Fukaura is in Nishitsugaru District, Aomori, and occupies the far southwestern coastline of Aomori Prefecture, facing the Sea of Japan. The area is topographically steep and mountainous, with mountains stretching all the way to the coastline. As a result, although it is the fifth largest city in Aomori Prefecture, approximately 90% of the land is forest and wilderness. The southwestern corner of the town is located within the borders of the Shirakami-Sanchi, a UNESCO World Heritage Site, and some coastal areas of the town are within the Tsugaru Quasi-National Park. The islets of Kyūroku-jima in the Sea of Japan are located within the boundaries of the town, giving it the westernmost point of Aomori Prefecture.

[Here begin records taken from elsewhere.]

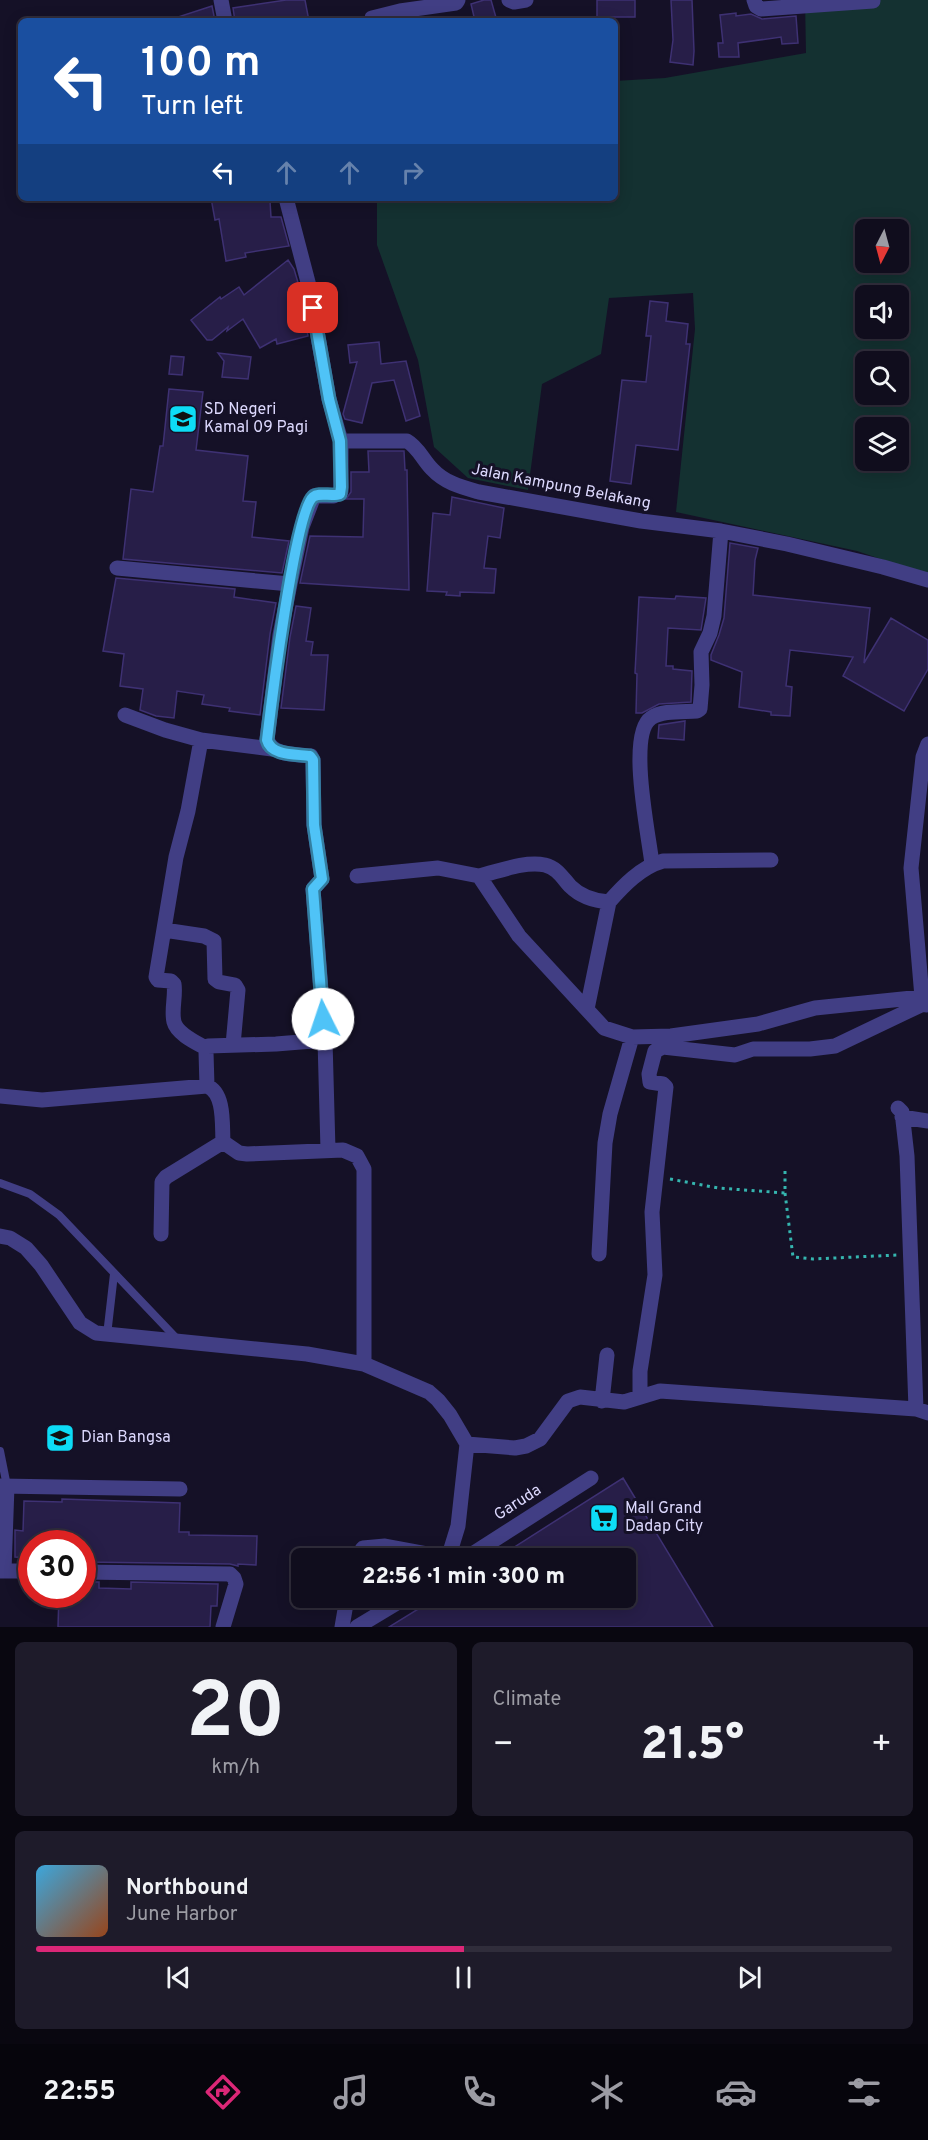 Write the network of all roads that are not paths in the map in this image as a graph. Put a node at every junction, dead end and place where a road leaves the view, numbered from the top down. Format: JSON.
{"nodes":[{"id":1,"x":221,"y":0,"type":"edge"},
{"id":2,"x":458,"y":0,"type":"edge"},
{"id":3,"x":509,"y":0,"type":"edge"},
{"id":4,"x":526,"y":0,"type":"edge"},
{"id":5,"x":754,"y":0,"type":"edge"},
{"id":6,"x":873,"y":1,"type":"edge"},
{"id":7,"x":224,"y":18,"type":"edge"},
{"id":8,"x":372,"y":18,"type":"edge"},
{"id":9,"x":287,"y":201,"type":"edge"},
{"id":10,"x":340,"y":441,"type":"junction"},
{"id":11,"x":721,"y":531,"type":"junction"},
{"id":12,"x":117,"y":568,"type":"dead end"},
{"id":13,"x":928,"y":580,"type":"edge"},
{"id":14,"x":290,"y":584,"type":"junction"},
{"id":15,"x":125,"y":715,"type":"dead end"},
{"id":16,"x":201,"y":740,"type":"junction"},
{"id":17,"x":928,"y":744,"type":"edge"},
{"id":18,"x":272,"y":749,"type":"junction"},
{"id":19,"x":771,"y":860,"type":"dead end"},
{"id":20,"x":652,"y":864,"type":"junction"},
{"id":21,"x":357,"y":876,"type":"dead end"},
{"id":22,"x":479,"y":876,"type":"junction"},
{"id":23,"x":609,"y":903,"type":"junction"},
{"id":24,"x":164,"y":930,"type":"junction"},
{"id":25,"x":925,"y":1003,"type":"edge"},
{"id":26,"x":587,"y":1009,"type":"junction"},
{"id":27,"x":632,"y":1037,"type":"junction"},
{"id":28,"x":325,"y":1040,"type":"junction"},
{"id":29,"x":233,"y":1045,"type":"junction"},
{"id":30,"x":206,"y":1048,"type":"junction"},
{"id":31,"x":207,"y":1086,"type":"junction"},
{"id":32,"x":0,"y":1096,"type":"edge"},
{"id":33,"x":928,"y":1121,"type":"edge"},
{"id":34,"x":224,"y":1142,"type":"junction"},
{"id":35,"x":328,"y":1150,"type":"junction"},
{"id":36,"x":0,"y":1183,"type":"edge"},
{"id":37,"x":161,"y":1234,"type":"dead end"},
{"id":38,"x":0,"y":1236,"type":"edge"},
{"id":39,"x":599,"y":1254,"type":"dead end"},
{"id":40,"x":114,"y":1274,"type":"junction"},
{"id":41,"x":107,"y":1335,"type":"junction"},
{"id":42,"x":178,"y":1341,"type":"junction"},
{"id":43,"x":607,"y":1355,"type":"dead end"},
{"id":44,"x":364,"y":1364,"type":"junction"},
{"id":45,"x":640,"y":1397,"type":"junction"},
{"id":46,"x":602,"y":1401,"type":"junction"},
{"id":47,"x":922,"y":1411,"type":"edge"},
{"id":48,"x":467,"y":1444,"type":"junction"},
{"id":49,"x":0,"y":1451,"type":"edge"},
{"id":50,"x":591,"y":1478,"type":"dead end"},
{"id":51,"x":4,"y":1486,"type":"edge"},
{"id":52,"x":180,"y":1489,"type":"dead end"},
{"id":53,"x":363,"y":1548,"type":"edge"},
{"id":54,"x":396,"y":1548,"type":"edge"},
{"id":55,"x":451,"y":1548,"type":"edge"},
{"id":56,"x":482,"y":1548,"type":"edge"},
{"id":57,"x":2,"y":1571,"type":"edge"},
{"id":58,"x":18,"y":1571,"type":"edge"},
{"id":59,"x":96,"y":1572,"type":"edge"},
{"id":60,"x":345,"y":1608,"type":"edge"},
{"id":61,"x":388,"y":1608,"type":"edge"},
{"id":62,"x":223,"y":1627,"type":"edge"},
{"id":63,"x":342,"y":1627,"type":"edge"},
{"id":64,"x":357,"y":1627,"type":"edge"}],
"edges":[{"from":1,"to":7,"type":"street"},
{"from":2,"to":8,"type":"street"},
{"from":3,"to":4,"type":"street"},
{"from":5,"to":6,"type":"street"},
{"from":9,"to":10,"type":"street"},
{"from":10,"to":11,"type":"street","name":"Jalan Kampung Belakang"},
{"from":10,"to":14,"type":"street"},
{"from":11,"to":13,"type":"street","name":"Jalan Kampung Belakang"},
{"from":11,"to":20,"type":"street"},
{"from":12,"to":14,"type":"street"},
{"from":14,"to":18,"type":"street"},
{"from":15,"to":16,"type":"street"},
{"from":16,"to":18,"type":"street"},
{"from":16,"to":24,"type":"street"},
{"from":17,"to":25,"type":"street"},
{"from":18,"to":28,"type":"street"},
{"from":19,"to":20,"type":"street"},
{"from":20,"to":23,"type":"street"},
{"from":21,"to":22,"type":"street"},
{"from":22,"to":23,"type":"street"},
{"from":22,"to":26,"type":"street"},
{"from":23,"to":26,"type":"street"},
{"from":24,"to":29,"type":"street"},
{"from":24,"to":30,"type":"street"},
{"from":25,"to":27,"type":"street"},
{"from":25,"to":45,"type":"street"},
{"from":26,"to":27,"type":"street"},
{"from":27,"to":39,"type":"street"},
{"from":28,"to":29,"type":"street"},
{"from":28,"to":35,"type":"street"},
{"from":29,"to":30,"type":"street"},
{"from":30,"to":31,"type":"street"},
{"from":31,"to":32,"type":"street"},
{"from":31,"to":34,"type":"street"},
{"from":33,"to":47,"type":"street"},
{"from":34,"to":35,"type":"street"},
{"from":34,"to":37,"type":"street"},
{"from":35,"to":44,"type":"street"},
{"from":36,"to":40,"type":"lane"},
{"from":38,"to":41,"type":"street"},
{"from":40,"to":41,"type":"lane"},
{"from":40,"to":42,"type":"lane"},
{"from":41,"to":42,"type":"street"},
{"from":42,"to":44,"type":"street"},
{"from":43,"to":46,"type":"street"},
{"from":44,"to":48,"type":"street"},
{"from":45,"to":46,"type":"street"},
{"from":45,"to":47,"type":"street"},
{"from":46,"to":48,"type":"street"},
{"from":48,"to":55,"type":"street"},
{"from":49,"to":51,"type":"lane"},
{"from":50,"to":56,"type":"street","name":"Garuda"},
{"from":51,"to":52,"type":"street"},
{"from":51,"to":57,"type":"street"},
{"from":53,"to":54,"type":"street"},
{"from":57,"to":58,"type":"street"},
{"from":59,"to":62,"type":"street"},
{"from":60,"to":63,"type":"street"},
{"from":61,"to":64,"type":"street"}]}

===Neighbouring municipalities===
- Akita Prefecture
  - Happō
- Aomori Prefecture
  - Ajigasawa

===Climate===
The town has a hot humid continental climate (Köppen Dfa) bordering on humid subtropical climate (Cfa) characterized by warm short summers and long cold winters with heavy snowfall. The average annual temperature in Fukaura is 7.4 °C. The average annual rainfall is 1604 mm with September as the wettest month. The temperatures are highest on average in August, at around 23.2 °C, and lowest in January, at around 0.0 °C.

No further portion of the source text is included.